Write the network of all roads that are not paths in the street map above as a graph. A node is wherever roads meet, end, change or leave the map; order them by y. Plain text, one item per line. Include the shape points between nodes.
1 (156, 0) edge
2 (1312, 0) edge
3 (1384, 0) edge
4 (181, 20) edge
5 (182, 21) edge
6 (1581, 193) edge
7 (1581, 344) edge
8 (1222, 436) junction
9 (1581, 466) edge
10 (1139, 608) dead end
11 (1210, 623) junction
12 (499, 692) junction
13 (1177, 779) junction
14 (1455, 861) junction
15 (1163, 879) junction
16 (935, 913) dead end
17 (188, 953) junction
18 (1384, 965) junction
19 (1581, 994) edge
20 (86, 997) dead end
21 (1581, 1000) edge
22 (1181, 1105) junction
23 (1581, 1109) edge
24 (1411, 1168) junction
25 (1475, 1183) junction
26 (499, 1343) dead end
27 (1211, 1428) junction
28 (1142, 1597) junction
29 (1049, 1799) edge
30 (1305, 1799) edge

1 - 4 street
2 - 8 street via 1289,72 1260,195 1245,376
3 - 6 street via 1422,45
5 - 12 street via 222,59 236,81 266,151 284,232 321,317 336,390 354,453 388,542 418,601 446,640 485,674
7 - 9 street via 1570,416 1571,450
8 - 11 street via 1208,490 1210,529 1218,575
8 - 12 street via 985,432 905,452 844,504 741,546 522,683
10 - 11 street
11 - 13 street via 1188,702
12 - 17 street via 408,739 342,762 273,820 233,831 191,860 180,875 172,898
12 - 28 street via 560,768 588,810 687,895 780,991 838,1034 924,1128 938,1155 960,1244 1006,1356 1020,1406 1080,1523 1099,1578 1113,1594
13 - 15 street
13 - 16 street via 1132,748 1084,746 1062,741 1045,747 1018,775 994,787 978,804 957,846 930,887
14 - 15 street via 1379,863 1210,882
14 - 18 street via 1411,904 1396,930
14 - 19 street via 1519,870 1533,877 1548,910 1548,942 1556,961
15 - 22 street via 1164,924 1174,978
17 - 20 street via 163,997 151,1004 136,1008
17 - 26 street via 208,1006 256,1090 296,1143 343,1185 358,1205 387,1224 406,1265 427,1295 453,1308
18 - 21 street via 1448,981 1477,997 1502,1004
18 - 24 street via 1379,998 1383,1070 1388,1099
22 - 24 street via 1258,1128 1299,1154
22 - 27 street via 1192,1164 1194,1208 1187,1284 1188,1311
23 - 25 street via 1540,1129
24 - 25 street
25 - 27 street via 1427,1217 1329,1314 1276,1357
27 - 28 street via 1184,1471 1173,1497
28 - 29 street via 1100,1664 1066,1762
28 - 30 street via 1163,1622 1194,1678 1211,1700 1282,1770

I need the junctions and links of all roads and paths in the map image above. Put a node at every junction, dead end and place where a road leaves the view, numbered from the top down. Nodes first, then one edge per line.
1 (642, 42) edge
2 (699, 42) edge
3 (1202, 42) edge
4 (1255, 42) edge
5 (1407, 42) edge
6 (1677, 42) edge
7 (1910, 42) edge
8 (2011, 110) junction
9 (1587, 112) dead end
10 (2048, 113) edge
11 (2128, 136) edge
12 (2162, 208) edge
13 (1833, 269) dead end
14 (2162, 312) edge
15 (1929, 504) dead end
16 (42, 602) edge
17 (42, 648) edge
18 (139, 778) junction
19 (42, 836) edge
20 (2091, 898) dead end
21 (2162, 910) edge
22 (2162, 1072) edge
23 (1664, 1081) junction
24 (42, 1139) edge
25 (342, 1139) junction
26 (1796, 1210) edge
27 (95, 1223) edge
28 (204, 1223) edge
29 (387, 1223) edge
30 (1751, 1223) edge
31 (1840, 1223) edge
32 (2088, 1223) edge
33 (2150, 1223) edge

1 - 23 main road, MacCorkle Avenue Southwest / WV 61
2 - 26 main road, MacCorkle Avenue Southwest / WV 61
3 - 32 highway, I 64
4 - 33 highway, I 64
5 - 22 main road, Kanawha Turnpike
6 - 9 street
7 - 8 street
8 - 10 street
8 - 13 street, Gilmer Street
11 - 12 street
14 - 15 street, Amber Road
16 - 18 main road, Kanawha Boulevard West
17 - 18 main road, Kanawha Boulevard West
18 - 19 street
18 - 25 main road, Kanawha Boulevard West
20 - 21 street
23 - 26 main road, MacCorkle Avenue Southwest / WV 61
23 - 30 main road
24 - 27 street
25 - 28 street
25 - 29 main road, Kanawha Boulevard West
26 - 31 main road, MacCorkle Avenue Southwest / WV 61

## Problem to solve
Beginning with the line that contains "I need the junctions", return every line to the end of the listing, unchanged, and nothing else.

## Worked solution
I need the junctions and links of all roads and paths in the map image above. Put a node at every junction, dead end and place where a road leaves the view, numbered from the top down. Nodes first, then one edge per line.
1 (642, 42) edge
2 (699, 42) edge
3 (1202, 42) edge
4 (1255, 42) edge
5 (1407, 42) edge
6 (1677, 42) edge
7 (1910, 42) edge
8 (2011, 110) junction
9 (1587, 112) dead end
10 (2048, 113) edge
11 (2128, 136) edge
12 (2162, 208) edge
13 (1833, 269) dead end
14 (2162, 312) edge
15 (1929, 504) dead end
16 (42, 602) edge
17 (42, 648) edge
18 (139, 778) junction
19 (42, 836) edge
20 (2091, 898) dead end
21 (2162, 910) edge
22 (2162, 1072) edge
23 (1664, 1081) junction
24 (42, 1139) edge
25 (342, 1139) junction
26 (1796, 1210) edge
27 (95, 1223) edge
28 (204, 1223) edge
29 (387, 1223) edge
30 (1751, 1223) edge
31 (1840, 1223) edge
32 (2088, 1223) edge
33 (2150, 1223) edge

1 - 23 main road, MacCorkle Avenue Southwest / WV 61
2 - 26 main road, MacCorkle Avenue Southwest / WV 61
3 - 32 highway, I 64
4 - 33 highway, I 64
5 - 22 main road, Kanawha Turnpike
6 - 9 street
7 - 8 street
8 - 10 street
8 - 13 street, Gilmer Street
11 - 12 street
14 - 15 street, Amber Road
16 - 18 main road, Kanawha Boulevard West
17 - 18 main road, Kanawha Boulevard West
18 - 19 street
18 - 25 main road, Kanawha Boulevard West
20 - 21 street
23 - 26 main road, MacCorkle Avenue Southwest / WV 61
23 - 30 main road
24 - 27 street
25 - 28 street
25 - 29 main road, Kanawha Boulevard West
26 - 31 main road, MacCorkle Avenue Southwest / WV 61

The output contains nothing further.